You now have eight of the eleven steps of investing in Rule Maker stocks under
your belt, and you're either feeling refreshed, bored, or confused. We'll
try our best to keep the remaining few sharp and snappy.
You're now charged with putting together all that you've learned here. In
the mish-mash of chatter about investing in healthy businesses, about paying
down your short-term credit-card debts, about what to look for on a balance
sheet, and about why investors should be looking to tightly control their
commission costs, hopefully some general themes are emerging from the mist.
I'll try to restate a few of them here.
A. Invest what you don't need now.
This makes particular sense here at the start of the 21st century, after five years of extraordinary gains for the U.S. stock market. Whereas history has shown a long-term annual rate of return of 11% for stocks, the period from 1995-1999 has brought in excess of 26% yearly growth for the S&P 500 and 40% annual growth for the Nasdaq. Incredible. If you are borrowing
money now to buy stocks or you are investing what you'll need in less than
3-5 years, you're playing a game that speculators in decades past have been
ruined by. If you need the money in the next 36-60 months, we don't think
you should be investing it in stocks.
B. Buy companies, not stocks.
It does continue to amaze us how many bright minds out there remain steadfastly
committed to worrying about the valuation of the overall market or today's
price-to-earnings ratio of a particular stock. Attempts to nail down a fair
price for shares of stock in the short-term, we think, are futile. Why? Because
in the short-term, irrationality and emotion rule the marketplace. The guy
who gets to see himself on financial television regularly has more of an
effect on today's pricing of the stocks he mentions than he should. Instead
of buying paper stocks, buy an ownership slice of a business that you'd like
to follow for many years.
C. Focus on What Everyone Knows
Why do first-time investors buy so many low-grade promotional businesses
with stocks trading under $3 per share and products that the investor has
never seen? Why? Because for many, the stock market seems a gamble. They
feel they have a low chance of winning, so they figure they might as well
bet on the long shot and win big if they're right. What a shame. Throughout
this century, the very best investments have been those that are clearly
visible to the masses of Fools in America. Gillette. Johnson & Johnson.

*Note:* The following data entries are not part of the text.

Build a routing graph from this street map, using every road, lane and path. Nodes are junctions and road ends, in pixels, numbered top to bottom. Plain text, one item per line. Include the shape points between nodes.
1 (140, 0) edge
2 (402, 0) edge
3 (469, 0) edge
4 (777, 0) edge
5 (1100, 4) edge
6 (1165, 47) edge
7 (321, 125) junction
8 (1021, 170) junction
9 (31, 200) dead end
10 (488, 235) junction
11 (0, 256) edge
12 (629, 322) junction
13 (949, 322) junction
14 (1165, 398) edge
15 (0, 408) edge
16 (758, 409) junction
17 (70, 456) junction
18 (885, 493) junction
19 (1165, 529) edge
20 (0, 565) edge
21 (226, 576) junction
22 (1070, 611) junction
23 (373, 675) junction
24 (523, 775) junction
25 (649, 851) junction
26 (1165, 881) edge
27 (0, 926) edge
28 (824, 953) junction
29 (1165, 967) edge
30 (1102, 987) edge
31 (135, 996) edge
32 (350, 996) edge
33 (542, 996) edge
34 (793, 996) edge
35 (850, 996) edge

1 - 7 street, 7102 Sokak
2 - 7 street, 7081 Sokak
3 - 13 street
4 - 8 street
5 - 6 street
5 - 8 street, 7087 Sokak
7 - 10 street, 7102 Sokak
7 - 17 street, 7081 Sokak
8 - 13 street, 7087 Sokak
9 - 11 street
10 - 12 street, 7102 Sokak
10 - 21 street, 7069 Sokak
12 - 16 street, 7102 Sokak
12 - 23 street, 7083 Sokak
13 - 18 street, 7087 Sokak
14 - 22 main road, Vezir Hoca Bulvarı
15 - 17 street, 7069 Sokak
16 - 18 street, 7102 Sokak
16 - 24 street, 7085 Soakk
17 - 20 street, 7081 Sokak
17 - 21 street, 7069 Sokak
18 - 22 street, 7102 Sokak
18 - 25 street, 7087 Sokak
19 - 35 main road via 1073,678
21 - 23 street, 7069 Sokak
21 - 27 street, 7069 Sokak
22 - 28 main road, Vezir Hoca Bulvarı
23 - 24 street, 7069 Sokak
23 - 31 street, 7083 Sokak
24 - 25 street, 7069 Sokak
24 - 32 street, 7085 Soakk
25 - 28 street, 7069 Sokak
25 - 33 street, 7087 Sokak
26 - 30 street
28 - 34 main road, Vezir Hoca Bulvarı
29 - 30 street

Microsoft. Campbell's Soup. We think investors should stop gambling on what
they don't know, and start owning what they do. It could make all the difference.
D. Play the Overdogs
Playing the Rule Maker game is like rooting on proven winners in the world
of sports. For three decades, Dean Smith led the North Carolina Tarheels
to one ACC Championship after another. Coach Smith had built a logical, durable
plan for creating winning teams, year after year. Just as he built an
organization for long-term success, so too great businesses plan on growing
for 10, 20 and 30 years, rather than trying to announce great earnings for
a few consecutive quarters. We suggest that for the bulk of your portfolio,
you look past the underdogs and concentrate on time-tested, proven winners.
E. Let Compounding Work its Magic
Let's say you invest $10,000 into stocks this year. Let's then imagine that
the market climbs 10% and your portfolio meets market growth. You just made
a thousand bucks (before taxes). Awesome! If the market does the same in
year two, you'll make another $1,100 (a hundred bucks more than last year).
Fantastic. But don't get too excited. Because while you can earn some denarii
on the highly-unpredictable short-term growth of the market, you stand to
make so much more looking out decades ahead. Consider this table.
Wheras in the sixth year of this portfolio, you'd make $1,610. In the 51st
year, you'd make $120,000. In the 101st year, you'd make $13.8 million. By
leaving your money in the market, by generating long-term positive returns,
your portfolio will grow much more quickly twenty years from now than it
will today.
F. Aim to Learn
You can make no greater committment to your future (and that of your kids
and theirs) than to concentrate on learning more and more about the stock
market. Rather than rush in blindly, turning trades willy nilly, and trying
to triple your money in the next five years. . .instead, focus on learning.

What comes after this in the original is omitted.